Count every line of the material that holds the string "dead". Respond with the total only.

# # # #

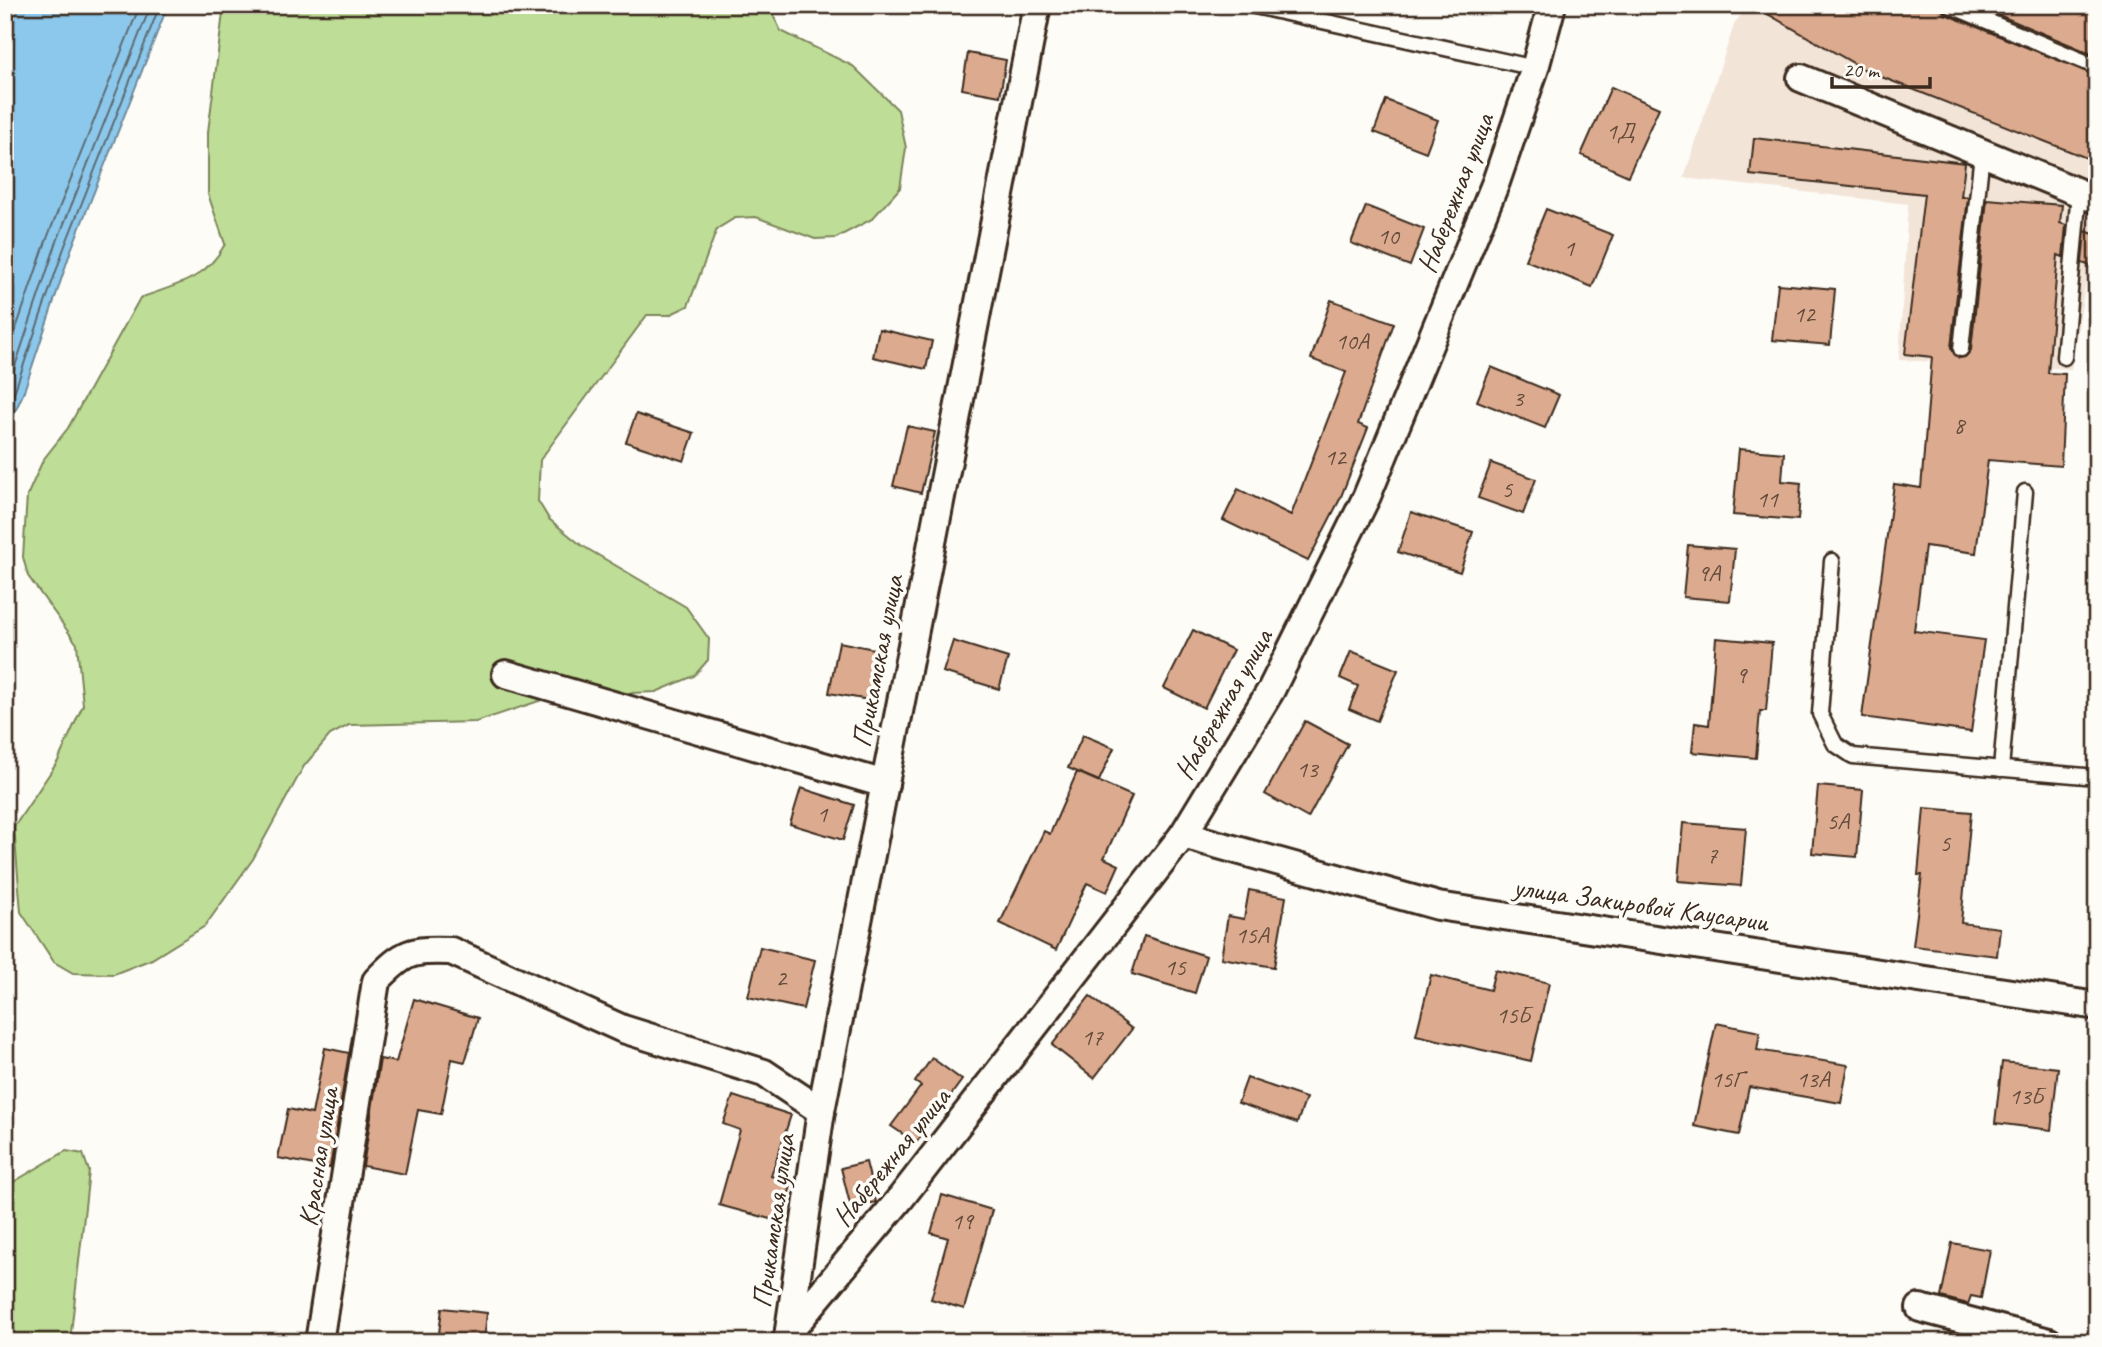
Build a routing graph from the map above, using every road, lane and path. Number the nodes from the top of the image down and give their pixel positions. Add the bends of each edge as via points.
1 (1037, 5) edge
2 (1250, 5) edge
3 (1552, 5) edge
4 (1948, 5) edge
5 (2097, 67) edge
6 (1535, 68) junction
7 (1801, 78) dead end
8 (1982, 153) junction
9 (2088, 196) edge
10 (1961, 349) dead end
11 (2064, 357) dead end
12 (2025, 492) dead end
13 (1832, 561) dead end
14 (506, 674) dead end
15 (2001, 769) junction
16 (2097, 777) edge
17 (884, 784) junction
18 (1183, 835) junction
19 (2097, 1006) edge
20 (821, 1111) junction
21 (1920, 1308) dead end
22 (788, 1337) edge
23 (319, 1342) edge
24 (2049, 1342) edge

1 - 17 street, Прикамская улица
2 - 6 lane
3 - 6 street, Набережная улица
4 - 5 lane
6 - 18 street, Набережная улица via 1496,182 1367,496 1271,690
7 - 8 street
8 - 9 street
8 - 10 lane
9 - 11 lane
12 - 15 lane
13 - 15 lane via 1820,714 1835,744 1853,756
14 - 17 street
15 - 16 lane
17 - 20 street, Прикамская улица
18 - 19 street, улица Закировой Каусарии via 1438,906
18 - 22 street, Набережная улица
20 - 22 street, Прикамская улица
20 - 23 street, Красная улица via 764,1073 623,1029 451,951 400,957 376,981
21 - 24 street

# # # #

Response to this task:
7